Bagacum fut ainsi implanté ex-nihilo sans doute entre 19 et 13 avant l’ère chrétienne, à l’époque d’Auguste. Le choix de l’emplacement est stratégique : la ville étant en effet placée au cœur d’un nœud routier, point de convergence de sept voies romaines à vocation tant militaires que commerciales.
Sur l’étymologie de la cité, les spécialistes ne s’entendent pas. Dispute en acum (suffixe) et en bagos, mot d’origine celte pour désigner un hêtre. Le lieu des hêtres donc, ou lieu des combats si on préfère y lire une racine en Baco, divinité gauloise d’humeur vindicative.
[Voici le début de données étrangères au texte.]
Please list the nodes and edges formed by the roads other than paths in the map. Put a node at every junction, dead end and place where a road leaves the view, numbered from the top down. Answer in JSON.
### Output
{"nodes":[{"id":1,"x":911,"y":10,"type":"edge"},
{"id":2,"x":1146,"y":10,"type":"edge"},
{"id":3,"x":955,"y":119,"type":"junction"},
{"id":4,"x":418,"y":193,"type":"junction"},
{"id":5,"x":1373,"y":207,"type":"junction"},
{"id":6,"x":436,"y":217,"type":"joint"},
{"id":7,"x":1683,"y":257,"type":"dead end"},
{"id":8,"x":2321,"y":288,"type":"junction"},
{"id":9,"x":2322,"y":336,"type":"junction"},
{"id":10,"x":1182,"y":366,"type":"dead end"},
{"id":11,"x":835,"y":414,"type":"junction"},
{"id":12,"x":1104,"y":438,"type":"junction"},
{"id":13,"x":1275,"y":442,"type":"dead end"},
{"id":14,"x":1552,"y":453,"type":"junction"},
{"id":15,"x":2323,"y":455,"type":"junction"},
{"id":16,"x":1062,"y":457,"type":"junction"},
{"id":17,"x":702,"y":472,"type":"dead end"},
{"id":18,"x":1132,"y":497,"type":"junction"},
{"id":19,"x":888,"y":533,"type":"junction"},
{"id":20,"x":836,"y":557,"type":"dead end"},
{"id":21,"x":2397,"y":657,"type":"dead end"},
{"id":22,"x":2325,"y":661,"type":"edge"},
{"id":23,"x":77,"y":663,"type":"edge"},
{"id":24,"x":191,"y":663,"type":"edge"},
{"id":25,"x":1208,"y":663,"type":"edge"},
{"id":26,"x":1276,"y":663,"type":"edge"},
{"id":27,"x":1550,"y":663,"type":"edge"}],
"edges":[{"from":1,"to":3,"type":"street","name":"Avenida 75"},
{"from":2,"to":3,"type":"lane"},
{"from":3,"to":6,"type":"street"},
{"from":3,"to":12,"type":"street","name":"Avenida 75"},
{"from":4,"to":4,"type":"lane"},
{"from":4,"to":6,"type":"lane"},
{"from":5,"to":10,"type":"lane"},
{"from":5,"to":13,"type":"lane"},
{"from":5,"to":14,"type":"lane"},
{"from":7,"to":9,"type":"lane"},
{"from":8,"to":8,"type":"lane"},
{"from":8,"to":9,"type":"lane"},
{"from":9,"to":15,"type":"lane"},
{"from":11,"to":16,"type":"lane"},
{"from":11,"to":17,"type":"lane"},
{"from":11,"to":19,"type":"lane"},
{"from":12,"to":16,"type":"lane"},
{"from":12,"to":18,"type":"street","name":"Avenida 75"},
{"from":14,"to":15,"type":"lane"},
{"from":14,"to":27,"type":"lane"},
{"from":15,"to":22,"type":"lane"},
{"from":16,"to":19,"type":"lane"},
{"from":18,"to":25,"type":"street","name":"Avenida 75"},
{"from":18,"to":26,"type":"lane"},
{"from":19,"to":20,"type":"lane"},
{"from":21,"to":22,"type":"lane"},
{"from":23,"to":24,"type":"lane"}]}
Anecdotique essentiel, sinon existentiel [1].
Quant au forum de Bagacum, le plus grand de Gaule et qui nous reste en totalité (trois hectares) le début de sa construction est à situer vers les années 60 à 70 de notre ère, sous les Flaviens (Vespasien, Titus, Domitien). Il sera achevé à l’époque Séverine (IIIe siècle).  
Pour qui le visite, le forum offre le constat de différences de niveaux (trois pour être précis) : la basilique, l’esplanade, puis pour atteindre l’espace sacré un escalier à gravir. Il manque aujourd’hui le temple qui s’y trouvait en son sommet ; pour se donner néanmoins une idée de son allure, les imaginations fertiles pourront avec profit y transposer d’esprit la Maison Carrée de Nîmes.


Déambulations parmie les décombres du crypto-portique (photo par Axel)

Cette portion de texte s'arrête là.